### [TASK PROMPT]
For the records below, reproduce exactly the line that contains "Trace the roads" and all subsequent lines, with nothing left out and nothing added.

=== GIVEN DATA ===

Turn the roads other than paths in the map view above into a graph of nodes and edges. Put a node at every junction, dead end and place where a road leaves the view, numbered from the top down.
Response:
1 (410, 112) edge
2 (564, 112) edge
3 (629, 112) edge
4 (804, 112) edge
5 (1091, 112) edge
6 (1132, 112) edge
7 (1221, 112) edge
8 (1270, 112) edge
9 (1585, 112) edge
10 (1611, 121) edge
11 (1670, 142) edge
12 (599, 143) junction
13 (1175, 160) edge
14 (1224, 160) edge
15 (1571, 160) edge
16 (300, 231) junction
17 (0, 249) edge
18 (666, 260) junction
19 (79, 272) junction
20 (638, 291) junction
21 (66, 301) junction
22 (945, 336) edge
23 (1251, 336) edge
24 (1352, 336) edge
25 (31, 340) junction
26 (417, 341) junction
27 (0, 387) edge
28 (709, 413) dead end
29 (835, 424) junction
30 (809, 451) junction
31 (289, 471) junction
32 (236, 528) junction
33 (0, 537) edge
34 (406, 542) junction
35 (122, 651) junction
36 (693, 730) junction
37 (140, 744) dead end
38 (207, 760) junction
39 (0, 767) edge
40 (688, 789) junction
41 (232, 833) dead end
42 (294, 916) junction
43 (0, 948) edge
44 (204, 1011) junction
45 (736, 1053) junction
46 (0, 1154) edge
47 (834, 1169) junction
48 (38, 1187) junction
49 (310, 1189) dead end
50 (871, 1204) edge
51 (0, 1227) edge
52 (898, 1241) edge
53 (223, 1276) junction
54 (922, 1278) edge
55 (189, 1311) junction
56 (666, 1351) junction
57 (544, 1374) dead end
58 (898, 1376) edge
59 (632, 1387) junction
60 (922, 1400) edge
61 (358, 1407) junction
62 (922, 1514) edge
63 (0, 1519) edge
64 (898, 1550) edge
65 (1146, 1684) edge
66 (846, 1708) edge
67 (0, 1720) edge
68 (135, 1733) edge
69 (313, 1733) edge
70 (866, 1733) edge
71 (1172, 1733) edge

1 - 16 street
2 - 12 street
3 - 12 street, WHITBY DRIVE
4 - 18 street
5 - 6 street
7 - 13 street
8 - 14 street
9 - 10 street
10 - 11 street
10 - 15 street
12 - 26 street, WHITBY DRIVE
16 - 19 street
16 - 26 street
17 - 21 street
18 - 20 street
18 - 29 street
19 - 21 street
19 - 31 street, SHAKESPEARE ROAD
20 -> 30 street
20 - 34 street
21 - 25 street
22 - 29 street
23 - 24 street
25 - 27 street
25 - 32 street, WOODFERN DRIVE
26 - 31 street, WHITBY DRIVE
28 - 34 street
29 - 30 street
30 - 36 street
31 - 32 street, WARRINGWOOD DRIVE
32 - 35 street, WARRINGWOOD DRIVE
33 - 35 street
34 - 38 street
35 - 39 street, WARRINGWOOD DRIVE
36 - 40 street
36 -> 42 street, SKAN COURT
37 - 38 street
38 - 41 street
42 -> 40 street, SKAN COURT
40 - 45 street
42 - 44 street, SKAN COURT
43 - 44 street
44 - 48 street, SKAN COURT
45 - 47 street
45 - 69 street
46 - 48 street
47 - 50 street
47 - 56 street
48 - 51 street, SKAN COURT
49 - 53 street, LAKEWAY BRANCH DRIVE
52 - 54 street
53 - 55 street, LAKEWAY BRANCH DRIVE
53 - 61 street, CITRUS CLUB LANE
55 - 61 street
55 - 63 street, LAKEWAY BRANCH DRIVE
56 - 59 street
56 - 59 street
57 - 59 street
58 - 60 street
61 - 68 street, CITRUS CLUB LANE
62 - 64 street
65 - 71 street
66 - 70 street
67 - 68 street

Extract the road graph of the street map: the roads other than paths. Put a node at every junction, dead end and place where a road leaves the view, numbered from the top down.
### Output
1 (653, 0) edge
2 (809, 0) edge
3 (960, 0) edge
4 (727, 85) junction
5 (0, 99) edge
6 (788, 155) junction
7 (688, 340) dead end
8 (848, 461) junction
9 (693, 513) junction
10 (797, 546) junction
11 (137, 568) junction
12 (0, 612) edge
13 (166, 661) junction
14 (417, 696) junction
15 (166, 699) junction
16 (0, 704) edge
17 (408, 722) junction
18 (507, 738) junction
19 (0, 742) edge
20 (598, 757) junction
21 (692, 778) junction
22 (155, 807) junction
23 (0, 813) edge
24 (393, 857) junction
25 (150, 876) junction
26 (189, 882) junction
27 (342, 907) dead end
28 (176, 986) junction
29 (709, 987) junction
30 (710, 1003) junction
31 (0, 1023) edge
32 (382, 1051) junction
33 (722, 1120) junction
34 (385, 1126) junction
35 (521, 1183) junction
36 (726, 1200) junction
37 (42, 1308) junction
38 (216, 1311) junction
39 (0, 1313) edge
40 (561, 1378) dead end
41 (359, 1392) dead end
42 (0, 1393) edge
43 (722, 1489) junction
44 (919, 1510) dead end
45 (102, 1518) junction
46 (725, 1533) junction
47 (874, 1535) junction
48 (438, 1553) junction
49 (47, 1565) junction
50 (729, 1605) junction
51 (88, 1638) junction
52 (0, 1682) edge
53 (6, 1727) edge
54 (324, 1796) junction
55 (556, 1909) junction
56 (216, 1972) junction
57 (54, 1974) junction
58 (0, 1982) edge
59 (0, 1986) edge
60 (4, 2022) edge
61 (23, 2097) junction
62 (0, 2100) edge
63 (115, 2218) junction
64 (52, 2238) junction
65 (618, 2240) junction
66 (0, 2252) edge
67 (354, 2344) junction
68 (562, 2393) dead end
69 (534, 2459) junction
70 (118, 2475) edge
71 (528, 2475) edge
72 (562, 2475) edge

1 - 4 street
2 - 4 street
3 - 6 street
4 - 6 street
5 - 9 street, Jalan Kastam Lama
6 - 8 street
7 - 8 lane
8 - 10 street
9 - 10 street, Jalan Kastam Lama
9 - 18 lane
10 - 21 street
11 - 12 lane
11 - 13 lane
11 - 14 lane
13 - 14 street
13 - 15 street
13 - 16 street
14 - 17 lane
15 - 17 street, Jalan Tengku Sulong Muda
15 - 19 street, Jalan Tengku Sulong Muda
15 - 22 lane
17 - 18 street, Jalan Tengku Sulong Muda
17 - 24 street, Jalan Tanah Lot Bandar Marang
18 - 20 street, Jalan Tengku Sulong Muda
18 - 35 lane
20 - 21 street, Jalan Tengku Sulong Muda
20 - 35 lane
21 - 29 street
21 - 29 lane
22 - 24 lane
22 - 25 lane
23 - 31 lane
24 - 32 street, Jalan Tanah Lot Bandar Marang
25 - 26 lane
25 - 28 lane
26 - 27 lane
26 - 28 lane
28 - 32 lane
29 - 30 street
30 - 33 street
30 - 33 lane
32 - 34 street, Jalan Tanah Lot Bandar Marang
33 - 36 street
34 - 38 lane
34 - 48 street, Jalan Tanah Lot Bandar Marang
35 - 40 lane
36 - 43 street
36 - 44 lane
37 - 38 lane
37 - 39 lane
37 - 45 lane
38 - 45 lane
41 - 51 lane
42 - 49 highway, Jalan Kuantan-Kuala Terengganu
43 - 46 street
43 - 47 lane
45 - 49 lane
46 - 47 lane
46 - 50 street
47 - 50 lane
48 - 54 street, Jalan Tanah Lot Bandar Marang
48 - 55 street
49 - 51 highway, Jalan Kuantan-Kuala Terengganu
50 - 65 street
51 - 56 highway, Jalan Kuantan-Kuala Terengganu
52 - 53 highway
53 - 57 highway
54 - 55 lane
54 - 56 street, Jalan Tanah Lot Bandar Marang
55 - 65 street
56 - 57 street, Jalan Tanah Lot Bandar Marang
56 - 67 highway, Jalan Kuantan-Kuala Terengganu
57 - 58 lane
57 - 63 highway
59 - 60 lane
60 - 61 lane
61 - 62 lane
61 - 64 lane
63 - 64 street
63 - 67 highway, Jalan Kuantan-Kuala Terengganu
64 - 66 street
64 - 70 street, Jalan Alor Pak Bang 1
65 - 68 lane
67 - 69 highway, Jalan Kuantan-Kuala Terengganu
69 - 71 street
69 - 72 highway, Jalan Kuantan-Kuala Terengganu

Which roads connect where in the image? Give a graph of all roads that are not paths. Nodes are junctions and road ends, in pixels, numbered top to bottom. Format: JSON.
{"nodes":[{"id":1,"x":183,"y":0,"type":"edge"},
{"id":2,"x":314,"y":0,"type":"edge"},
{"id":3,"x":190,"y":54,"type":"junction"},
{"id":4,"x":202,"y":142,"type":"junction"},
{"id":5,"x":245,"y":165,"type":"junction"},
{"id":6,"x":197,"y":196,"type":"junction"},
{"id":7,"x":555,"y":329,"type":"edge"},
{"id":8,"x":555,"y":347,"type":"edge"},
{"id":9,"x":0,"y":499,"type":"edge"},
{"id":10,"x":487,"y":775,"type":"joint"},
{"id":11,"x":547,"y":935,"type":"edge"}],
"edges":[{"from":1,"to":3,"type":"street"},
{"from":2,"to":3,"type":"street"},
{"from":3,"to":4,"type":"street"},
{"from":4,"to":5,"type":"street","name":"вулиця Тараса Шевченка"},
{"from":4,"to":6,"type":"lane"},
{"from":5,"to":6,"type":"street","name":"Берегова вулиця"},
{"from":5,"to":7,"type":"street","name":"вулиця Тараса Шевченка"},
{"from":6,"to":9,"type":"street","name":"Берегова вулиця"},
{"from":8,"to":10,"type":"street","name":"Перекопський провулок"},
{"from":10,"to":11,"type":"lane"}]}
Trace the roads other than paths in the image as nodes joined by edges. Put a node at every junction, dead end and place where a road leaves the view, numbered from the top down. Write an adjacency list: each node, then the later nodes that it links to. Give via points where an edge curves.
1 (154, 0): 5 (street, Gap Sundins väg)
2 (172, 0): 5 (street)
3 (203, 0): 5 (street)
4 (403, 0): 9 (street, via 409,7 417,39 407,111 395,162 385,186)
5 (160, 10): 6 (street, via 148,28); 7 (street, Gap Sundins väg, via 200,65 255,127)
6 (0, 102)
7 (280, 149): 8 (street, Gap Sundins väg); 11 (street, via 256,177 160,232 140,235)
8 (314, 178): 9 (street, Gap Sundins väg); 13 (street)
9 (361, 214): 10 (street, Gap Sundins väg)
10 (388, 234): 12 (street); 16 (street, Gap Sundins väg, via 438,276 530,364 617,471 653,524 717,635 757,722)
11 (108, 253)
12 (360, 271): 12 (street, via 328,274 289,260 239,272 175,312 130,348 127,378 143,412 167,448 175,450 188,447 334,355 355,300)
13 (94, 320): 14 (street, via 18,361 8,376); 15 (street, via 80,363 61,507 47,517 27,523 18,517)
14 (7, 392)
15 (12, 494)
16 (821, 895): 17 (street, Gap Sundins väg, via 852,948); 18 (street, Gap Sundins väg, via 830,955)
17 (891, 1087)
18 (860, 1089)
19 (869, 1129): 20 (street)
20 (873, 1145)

===

### [OUTPUT]
Trace the roads other than paths in the image as nodes joined by edges. Put a node at every junction, dead end and place where a road leaves the view, numbered from the top down. Write an adjacency list: each node, then the later nodes that it links to. Give via points where an edge curves.
1 (154, 0): 5 (street, Gap Sundins väg)
2 (172, 0): 5 (street)
3 (203, 0): 5 (street)
4 (403, 0): 9 (street, via 409,7 417,39 407,111 395,162 385,186)
5 (160, 10): 6 (street, via 148,28); 7 (street, Gap Sundins väg, via 200,65 255,127)
6 (0, 102)
7 (280, 149): 8 (street, Gap Sundins väg); 11 (street, via 256,177 160,232 140,235)
8 (314, 178): 9 (street, Gap Sundins väg); 13 (street)
9 (361, 214): 10 (street, Gap Sundins väg)
10 (388, 234): 12 (street); 16 (street, Gap Sundins väg, via 438,276 530,364 617,471 653,524 717,635 757,722)
11 (108, 253)
12 (360, 271): 12 (street, via 328,274 289,260 239,272 175,312 130,348 127,378 143,412 167,448 175,450 188,447 334,355 355,300)
13 (94, 320): 14 (street, via 18,361 8,376); 15 (street, via 80,363 61,507 47,517 27,523 18,517)
14 (7, 392)
15 (12, 494)
16 (821, 895): 17 (street, Gap Sundins väg, via 852,948); 18 (street, Gap Sundins väg, via 830,955)
17 (891, 1087)
18 (860, 1089)
19 (869, 1129): 20 (street)
20 (873, 1145)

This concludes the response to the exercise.